Nonlinear analysis of laminated fibrous composites

Abstract

A computerized analysis of the nonlinear behavior of fibrous composite laminates including axial loading, thermal loading, temperature dependent properties, and edge effects is presented. Ramberg-Osgood approximations are used to represent lamina stress-strain behavior and percent retention curves are employed to model the variation of properties with temperature. Balanced, symmetric laminates comprised of either boron/epoxy, graphite/epoxy, or borsic/ aluminum are analyzed using a quasi-three-dimensional finite element analysis. An incremental loading procedure is developed where the mechanical properties of each finite element may be adjusted depending on the temperature and/or the strain level. Results are presented for the interlaminar stress distributions in cross-ply, angle-ply, and more complex laminates.
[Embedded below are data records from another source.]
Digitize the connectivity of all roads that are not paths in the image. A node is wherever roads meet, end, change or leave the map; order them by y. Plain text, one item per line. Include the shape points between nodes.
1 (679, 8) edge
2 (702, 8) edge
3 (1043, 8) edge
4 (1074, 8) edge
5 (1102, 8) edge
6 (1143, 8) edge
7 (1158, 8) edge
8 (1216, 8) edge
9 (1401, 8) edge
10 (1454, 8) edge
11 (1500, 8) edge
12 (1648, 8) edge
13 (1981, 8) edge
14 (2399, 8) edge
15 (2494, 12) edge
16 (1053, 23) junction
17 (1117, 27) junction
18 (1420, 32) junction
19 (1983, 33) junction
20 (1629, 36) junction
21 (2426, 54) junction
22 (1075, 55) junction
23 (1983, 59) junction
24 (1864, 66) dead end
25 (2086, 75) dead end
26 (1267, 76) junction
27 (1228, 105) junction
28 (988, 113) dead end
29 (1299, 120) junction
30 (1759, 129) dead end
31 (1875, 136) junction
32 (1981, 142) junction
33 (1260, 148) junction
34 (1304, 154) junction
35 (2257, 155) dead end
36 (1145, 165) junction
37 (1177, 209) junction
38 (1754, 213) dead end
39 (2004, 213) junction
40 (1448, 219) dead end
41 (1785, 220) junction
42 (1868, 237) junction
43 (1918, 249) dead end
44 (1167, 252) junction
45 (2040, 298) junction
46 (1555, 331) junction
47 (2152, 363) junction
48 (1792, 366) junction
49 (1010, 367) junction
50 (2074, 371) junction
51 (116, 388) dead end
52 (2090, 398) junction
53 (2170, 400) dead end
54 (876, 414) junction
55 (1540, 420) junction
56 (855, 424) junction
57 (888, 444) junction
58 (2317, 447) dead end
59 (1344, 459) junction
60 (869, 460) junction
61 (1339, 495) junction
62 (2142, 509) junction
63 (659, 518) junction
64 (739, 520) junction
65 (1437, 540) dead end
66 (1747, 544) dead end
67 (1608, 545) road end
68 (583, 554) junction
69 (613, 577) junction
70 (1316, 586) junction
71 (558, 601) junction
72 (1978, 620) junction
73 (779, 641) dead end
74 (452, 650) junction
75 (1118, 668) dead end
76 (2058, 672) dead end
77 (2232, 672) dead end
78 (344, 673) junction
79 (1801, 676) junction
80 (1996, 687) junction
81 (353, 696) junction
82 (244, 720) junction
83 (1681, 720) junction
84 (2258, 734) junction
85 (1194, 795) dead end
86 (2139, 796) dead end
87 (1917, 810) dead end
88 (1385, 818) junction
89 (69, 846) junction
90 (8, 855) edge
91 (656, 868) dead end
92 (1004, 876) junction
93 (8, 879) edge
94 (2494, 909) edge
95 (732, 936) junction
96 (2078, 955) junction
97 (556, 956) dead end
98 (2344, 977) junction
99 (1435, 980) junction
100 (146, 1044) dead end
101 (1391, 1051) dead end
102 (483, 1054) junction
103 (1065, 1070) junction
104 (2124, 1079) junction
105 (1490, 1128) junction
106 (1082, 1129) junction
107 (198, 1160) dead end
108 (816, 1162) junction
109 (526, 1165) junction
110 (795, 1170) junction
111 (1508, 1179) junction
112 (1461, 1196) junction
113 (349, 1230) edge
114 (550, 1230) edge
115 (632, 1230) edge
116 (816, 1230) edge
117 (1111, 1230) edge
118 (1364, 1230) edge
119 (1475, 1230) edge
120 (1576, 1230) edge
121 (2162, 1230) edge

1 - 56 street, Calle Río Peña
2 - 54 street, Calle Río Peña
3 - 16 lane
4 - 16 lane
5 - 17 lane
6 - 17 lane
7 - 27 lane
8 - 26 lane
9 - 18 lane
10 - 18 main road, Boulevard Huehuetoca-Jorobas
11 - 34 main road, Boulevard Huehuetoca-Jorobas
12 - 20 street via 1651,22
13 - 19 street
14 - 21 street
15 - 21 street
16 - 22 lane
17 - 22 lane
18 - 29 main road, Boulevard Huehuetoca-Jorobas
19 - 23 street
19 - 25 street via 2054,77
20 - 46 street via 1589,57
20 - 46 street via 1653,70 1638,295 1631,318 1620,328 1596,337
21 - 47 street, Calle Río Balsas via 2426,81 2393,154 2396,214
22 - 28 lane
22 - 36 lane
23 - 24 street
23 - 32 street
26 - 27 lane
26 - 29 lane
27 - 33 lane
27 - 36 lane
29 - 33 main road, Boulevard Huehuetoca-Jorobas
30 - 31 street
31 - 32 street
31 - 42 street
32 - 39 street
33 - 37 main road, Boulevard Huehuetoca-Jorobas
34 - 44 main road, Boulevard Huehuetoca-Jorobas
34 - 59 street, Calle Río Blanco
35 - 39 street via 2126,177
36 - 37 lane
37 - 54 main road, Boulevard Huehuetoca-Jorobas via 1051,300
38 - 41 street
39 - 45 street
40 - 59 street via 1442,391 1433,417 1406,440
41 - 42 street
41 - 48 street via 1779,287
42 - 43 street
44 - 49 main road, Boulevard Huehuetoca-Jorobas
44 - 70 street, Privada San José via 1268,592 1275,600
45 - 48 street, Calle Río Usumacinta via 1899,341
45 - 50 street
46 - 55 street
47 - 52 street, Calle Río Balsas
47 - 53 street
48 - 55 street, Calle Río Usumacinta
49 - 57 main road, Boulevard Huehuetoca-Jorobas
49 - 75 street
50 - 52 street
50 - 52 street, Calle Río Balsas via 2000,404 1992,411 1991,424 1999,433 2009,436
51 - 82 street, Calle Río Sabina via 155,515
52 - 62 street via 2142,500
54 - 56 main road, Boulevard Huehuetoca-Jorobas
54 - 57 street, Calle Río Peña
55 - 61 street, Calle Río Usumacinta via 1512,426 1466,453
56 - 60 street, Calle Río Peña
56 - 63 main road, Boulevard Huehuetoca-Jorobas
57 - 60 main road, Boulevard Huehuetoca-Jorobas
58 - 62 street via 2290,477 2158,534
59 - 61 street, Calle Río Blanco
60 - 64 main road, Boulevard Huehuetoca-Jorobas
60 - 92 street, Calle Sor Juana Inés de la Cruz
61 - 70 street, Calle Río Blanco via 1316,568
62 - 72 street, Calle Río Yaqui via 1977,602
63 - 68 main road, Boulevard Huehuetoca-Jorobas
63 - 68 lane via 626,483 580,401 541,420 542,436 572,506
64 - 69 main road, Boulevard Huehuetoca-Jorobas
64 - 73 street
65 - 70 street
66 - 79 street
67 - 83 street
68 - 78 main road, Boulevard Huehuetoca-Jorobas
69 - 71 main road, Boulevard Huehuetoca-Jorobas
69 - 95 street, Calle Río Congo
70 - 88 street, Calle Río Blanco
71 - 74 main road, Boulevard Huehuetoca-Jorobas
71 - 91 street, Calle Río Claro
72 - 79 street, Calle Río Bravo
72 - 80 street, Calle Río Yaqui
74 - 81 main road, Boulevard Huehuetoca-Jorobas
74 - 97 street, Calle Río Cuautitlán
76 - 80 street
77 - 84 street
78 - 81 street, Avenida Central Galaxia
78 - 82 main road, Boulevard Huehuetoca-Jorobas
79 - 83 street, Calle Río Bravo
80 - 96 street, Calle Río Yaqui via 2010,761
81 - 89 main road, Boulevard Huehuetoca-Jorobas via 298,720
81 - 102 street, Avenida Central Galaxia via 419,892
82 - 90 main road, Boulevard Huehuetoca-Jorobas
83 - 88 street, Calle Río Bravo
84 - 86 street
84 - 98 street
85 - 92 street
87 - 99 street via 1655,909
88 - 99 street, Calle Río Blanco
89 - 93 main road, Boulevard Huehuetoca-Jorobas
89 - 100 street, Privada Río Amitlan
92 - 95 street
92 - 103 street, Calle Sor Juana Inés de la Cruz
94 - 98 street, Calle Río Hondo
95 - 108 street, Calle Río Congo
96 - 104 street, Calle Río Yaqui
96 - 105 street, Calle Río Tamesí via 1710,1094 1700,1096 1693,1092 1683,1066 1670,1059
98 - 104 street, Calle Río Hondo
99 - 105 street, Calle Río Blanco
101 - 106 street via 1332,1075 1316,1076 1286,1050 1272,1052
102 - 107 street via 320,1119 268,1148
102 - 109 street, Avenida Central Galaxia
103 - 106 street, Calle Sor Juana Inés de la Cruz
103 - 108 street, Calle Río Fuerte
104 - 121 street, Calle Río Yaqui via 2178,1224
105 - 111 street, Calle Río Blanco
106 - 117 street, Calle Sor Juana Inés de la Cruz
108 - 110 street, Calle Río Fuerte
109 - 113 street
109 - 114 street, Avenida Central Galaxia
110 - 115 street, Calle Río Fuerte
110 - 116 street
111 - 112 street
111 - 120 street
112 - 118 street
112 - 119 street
Elastic results for the boundary layer effect are shown to compare favorably with existing numerical solutions. It is shown that for angle-ply laminates the fiber orientation for maximum stress due to mechanical loading is matrix material dependent whereas the fiber orientation for maximum thermal stress is not matrix material dependent. It is also shown that the combined nonlinear thermal and mechanical analysis exhibits significant differences from the linear elastic results. Nonlinear stress-strain curves for a variety of composite laminates in tension and compression are obtained and compared to other existing theories and experimental results. It is shown that excellent agreement between theory and experiment is exhibited for many, but not all, laminates. The inclusion of thermal effects is shown to give improved predictions. It is also shown that the mode of failure is laminate dependent. Whereas angle-ply laminates fail as the result of in-plane strains exceeding maximum values, other laminates fail according to either a first ply failure theory, a progressive failure theory, or they fail as a result of edge effects.